Activity: From the records below, take each line where the string "bridge" shows up and copy it.

Entries provided:
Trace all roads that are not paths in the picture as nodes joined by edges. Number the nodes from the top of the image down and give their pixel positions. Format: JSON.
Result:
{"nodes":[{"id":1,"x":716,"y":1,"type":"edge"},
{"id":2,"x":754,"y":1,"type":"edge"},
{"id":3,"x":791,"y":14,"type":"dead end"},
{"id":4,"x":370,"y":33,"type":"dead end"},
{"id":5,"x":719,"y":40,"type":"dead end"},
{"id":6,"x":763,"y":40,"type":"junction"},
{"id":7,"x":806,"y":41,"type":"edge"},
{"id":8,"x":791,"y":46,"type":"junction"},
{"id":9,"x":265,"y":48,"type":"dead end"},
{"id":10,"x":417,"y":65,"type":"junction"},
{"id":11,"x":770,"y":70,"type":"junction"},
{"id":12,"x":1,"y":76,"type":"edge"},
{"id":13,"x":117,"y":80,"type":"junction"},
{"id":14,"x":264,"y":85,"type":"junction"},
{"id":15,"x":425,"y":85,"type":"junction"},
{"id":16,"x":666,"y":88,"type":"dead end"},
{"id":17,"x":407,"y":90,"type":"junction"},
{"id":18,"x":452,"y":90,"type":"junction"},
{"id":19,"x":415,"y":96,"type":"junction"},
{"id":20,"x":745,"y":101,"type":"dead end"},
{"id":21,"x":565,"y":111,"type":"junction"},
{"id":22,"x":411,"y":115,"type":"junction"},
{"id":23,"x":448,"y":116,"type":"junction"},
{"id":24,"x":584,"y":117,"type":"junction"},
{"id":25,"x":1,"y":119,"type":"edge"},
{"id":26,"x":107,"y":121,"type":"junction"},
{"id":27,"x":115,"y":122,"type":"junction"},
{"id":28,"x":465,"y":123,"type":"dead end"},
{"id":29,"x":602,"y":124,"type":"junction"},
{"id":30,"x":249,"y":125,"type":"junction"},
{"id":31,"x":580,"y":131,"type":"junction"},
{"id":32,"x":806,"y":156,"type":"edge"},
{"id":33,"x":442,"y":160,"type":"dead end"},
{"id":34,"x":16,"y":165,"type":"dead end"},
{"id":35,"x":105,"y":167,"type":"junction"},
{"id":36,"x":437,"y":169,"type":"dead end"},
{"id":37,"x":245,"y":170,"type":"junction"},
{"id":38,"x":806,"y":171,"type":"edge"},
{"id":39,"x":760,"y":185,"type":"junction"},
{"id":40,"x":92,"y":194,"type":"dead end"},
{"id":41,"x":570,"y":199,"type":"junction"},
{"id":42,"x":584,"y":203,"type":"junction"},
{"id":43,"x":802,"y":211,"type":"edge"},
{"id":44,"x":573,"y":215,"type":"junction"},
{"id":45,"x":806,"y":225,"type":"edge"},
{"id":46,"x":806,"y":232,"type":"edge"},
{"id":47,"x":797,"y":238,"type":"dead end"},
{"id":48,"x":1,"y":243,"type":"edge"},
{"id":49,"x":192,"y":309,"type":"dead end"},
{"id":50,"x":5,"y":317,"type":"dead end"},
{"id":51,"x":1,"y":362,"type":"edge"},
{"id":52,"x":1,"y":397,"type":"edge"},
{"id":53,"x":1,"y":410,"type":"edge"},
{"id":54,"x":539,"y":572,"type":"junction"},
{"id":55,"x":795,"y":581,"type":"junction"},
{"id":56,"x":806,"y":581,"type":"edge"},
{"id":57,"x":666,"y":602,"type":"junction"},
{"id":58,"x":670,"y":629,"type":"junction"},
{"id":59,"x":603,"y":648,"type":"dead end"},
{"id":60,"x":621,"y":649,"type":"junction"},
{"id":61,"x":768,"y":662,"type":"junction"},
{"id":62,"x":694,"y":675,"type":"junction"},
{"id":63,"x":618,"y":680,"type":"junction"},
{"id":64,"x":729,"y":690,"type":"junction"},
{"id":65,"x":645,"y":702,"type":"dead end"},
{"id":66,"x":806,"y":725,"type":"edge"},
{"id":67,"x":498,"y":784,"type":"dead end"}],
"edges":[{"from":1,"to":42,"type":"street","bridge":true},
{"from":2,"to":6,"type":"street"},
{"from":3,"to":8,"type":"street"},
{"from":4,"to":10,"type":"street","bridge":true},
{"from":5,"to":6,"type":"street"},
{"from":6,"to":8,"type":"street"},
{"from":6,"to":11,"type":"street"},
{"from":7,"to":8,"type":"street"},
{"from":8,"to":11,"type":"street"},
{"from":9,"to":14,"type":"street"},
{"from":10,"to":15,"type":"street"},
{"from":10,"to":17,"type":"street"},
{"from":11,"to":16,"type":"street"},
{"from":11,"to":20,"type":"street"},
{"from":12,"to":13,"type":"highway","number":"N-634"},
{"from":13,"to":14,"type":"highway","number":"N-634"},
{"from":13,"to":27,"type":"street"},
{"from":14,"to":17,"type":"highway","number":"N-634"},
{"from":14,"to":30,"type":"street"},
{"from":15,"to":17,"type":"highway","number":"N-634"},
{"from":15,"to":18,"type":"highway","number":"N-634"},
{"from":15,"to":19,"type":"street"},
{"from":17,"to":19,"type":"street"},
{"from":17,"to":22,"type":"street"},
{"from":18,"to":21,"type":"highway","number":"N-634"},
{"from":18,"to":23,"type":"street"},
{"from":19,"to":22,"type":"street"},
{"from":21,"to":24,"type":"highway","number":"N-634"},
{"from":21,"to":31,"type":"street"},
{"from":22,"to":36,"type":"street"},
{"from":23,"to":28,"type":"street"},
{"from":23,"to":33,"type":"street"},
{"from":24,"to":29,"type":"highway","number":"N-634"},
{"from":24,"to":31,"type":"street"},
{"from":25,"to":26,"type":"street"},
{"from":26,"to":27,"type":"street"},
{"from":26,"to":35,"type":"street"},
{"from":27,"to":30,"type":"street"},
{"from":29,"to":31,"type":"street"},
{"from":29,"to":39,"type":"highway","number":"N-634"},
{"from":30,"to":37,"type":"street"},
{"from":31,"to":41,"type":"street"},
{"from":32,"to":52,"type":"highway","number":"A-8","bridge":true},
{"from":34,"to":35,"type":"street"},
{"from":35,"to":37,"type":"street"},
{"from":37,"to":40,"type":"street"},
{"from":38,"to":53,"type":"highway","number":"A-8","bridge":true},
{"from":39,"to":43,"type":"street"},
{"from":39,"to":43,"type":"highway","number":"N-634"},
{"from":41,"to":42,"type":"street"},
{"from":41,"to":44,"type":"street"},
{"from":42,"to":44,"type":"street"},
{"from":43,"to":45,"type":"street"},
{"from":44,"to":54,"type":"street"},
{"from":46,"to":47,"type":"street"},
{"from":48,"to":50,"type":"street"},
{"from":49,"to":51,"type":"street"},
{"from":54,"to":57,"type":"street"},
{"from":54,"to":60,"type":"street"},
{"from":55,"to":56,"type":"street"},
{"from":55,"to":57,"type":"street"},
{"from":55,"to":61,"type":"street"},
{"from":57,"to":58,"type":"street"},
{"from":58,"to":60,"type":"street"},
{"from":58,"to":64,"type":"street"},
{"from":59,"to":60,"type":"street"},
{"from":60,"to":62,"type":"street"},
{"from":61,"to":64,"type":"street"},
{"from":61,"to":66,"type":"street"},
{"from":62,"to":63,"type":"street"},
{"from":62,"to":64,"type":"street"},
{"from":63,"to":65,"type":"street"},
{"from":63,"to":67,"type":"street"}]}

Solution to this exercise:
"edges":[{"from":1,"to":42,"type":"street","bridge":true},
{"from":4,"to":10,"type":"street","bridge":true},
{"from":32,"to":52,"type":"highway","number":"A-8","bridge":true},
{"from":38,"to":53,"type":"highway","number":"A-8","bridge":true},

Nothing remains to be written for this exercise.